FIG. 8 is a perspective view showing the Y photoconductor gear 133Y and its peripheral configuration.
FIG. 9 is an enlarged perspective view of the photoconductor gear 133Y.
FIG. 10 is a front view of the photoconductor gear 133Y.
FIG. 11 is a cross-sectional view of the photoconductor gear 133Y and its surrounding configuration cut along the direction of the rotation axis of the photoconductor gear 133Y.
In the following description, the description of the color code Y is omitted.

  In addition to the first gear portion 123 of the developing gear 122, the driving gear 121 as a driving portion fixed to the motor shaft of the process driving motor 120 meshes with a photosensitive gear 133 as a driving force transmission member. The photoconductor gear 133 includes a disk-shaped gear portion 133a that is a drive input portion, a large-diameter boss portion 133b that is a large-diameter portion constituting a rotating shaft portion, a small-diameter boss portion 133c that is a small-diameter portion, and a drive output portion. These spline holes 133d are integrally formed of the same material (for example, resin material). The diameter of the gear portion 133 a of the photoconductor gear 133 is larger than the diameter of the photoconductor 3.

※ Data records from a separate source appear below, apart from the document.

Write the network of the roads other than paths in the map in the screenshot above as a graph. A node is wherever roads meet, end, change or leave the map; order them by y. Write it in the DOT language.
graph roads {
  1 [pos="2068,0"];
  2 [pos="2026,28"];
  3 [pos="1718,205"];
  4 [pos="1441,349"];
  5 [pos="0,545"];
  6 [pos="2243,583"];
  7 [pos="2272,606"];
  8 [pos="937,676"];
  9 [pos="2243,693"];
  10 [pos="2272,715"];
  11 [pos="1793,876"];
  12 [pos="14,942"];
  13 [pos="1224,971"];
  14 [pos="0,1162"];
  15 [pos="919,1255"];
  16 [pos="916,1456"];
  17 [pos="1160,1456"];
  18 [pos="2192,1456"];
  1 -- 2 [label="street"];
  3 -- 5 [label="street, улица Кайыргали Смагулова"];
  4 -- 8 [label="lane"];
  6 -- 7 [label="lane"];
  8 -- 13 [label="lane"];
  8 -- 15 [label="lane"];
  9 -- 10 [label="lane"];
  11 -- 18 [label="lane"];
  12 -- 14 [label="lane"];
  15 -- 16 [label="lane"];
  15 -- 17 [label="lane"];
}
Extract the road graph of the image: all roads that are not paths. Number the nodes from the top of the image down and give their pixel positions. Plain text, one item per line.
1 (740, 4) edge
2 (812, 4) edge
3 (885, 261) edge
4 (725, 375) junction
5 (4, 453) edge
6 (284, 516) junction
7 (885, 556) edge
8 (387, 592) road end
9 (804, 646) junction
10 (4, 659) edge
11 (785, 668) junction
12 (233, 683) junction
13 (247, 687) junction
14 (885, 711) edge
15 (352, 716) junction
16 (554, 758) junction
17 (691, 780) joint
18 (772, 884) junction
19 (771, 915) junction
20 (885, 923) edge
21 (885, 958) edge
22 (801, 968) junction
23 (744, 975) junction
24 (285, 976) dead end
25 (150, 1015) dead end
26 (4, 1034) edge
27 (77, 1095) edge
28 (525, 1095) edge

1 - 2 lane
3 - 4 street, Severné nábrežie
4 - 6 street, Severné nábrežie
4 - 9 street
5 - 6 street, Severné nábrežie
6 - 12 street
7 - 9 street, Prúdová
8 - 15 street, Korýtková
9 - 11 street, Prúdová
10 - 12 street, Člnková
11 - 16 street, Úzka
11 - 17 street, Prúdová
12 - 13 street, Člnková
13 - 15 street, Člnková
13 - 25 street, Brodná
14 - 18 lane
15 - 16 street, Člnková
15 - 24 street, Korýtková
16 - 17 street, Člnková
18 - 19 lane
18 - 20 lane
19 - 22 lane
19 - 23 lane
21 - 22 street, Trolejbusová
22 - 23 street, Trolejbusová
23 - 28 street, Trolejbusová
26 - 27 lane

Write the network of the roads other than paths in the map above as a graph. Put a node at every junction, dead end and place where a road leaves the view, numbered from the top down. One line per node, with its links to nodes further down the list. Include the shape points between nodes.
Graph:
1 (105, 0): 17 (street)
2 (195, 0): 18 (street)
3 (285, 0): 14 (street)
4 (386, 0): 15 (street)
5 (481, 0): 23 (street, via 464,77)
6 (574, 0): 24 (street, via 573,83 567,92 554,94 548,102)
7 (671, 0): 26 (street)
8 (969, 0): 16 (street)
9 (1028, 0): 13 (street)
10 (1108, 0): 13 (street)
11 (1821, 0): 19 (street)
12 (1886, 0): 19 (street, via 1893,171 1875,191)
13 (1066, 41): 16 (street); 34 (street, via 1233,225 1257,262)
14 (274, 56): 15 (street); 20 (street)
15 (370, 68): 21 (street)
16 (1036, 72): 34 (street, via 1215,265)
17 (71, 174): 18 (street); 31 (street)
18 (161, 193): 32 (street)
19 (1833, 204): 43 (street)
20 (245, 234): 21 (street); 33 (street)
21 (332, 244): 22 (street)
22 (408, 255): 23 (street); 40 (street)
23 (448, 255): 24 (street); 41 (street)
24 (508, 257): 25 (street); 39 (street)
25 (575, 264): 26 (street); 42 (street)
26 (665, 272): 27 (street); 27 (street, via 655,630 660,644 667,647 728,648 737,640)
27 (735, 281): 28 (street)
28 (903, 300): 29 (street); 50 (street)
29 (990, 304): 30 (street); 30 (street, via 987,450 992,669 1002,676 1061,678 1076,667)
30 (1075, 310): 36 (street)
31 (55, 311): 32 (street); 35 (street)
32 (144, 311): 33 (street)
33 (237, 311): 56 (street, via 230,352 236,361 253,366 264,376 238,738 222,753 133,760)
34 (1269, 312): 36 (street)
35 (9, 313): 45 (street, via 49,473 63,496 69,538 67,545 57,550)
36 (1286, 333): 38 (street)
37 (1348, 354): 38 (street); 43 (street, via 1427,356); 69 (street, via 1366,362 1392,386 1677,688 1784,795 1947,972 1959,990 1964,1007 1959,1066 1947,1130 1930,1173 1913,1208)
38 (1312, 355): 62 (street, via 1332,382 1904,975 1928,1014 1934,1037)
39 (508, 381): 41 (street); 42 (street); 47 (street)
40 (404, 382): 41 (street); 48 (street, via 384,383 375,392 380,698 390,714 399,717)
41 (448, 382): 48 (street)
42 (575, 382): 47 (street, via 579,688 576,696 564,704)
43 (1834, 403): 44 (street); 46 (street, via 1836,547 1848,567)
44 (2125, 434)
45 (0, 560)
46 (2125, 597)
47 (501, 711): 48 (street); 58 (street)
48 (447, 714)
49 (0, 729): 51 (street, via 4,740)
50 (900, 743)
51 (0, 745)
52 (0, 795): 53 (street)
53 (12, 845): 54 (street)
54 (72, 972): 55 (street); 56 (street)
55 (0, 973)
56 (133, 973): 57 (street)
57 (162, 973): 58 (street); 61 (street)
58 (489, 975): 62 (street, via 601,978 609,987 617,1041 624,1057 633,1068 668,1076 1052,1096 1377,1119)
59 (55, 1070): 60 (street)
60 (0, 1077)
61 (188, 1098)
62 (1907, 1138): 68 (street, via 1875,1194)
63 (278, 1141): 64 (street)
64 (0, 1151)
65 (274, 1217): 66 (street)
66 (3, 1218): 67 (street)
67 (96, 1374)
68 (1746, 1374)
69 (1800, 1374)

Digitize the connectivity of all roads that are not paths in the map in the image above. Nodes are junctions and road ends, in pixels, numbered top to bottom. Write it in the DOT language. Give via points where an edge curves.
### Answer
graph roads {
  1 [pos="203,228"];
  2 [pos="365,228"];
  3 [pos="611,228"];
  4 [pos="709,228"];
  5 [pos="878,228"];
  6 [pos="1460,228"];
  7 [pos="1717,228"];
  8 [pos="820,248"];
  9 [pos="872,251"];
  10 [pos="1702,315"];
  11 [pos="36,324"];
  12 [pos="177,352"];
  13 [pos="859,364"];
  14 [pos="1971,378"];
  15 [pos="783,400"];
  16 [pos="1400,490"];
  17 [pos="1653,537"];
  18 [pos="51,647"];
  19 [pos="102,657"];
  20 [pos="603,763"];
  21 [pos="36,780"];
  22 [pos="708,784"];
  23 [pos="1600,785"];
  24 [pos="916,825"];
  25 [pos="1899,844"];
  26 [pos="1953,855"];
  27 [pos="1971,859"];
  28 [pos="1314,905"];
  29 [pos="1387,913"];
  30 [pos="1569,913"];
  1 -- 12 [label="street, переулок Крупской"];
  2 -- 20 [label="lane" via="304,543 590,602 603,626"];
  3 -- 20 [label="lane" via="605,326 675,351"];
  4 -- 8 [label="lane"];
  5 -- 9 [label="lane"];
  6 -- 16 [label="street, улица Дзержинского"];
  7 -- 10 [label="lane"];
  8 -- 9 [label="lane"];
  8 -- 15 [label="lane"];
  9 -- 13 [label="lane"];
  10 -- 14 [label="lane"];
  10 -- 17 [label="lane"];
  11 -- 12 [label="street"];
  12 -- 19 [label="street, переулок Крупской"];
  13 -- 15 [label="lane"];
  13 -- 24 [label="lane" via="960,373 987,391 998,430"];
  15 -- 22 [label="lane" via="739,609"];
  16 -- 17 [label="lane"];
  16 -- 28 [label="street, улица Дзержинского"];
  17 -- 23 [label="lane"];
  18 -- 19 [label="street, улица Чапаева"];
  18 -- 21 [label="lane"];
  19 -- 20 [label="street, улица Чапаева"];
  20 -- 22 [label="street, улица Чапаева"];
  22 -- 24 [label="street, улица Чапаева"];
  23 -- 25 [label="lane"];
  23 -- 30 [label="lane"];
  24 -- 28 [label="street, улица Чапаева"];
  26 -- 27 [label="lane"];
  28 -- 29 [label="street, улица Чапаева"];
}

  The large-diameter boss portion 133b and the small-diameter boss portion 133c of the photoconductor gear 133 are respectively formed of metal sleeve bearing members 134a, 134a, with respect to the first side plate 110a and the second side plate 110b as support members constituting the main body frame of the printer. It is rotatably supported via 134b. Of the two sleeve bearing members 134a and 134b, at least the sleeve bearing member 134b attached to the large-diameter boss portion 133b is restricted from rotating in the rotational direction of the photoreceptor gear 133 with respect to the second side plate 110b. Specifically, the outer peripheral surface of the sleeve bearing member 134b is provided with a projecting portion projecting in the radial direction. When the sleeve bearing member 134b is attached to the second side plate 110b, the projecting portion serves as the second side plate. The rotation of the sleeve bearing member 134b with respect to the second side plate 110b is restricted by fitting into a rotation restricting hole provided in 110b.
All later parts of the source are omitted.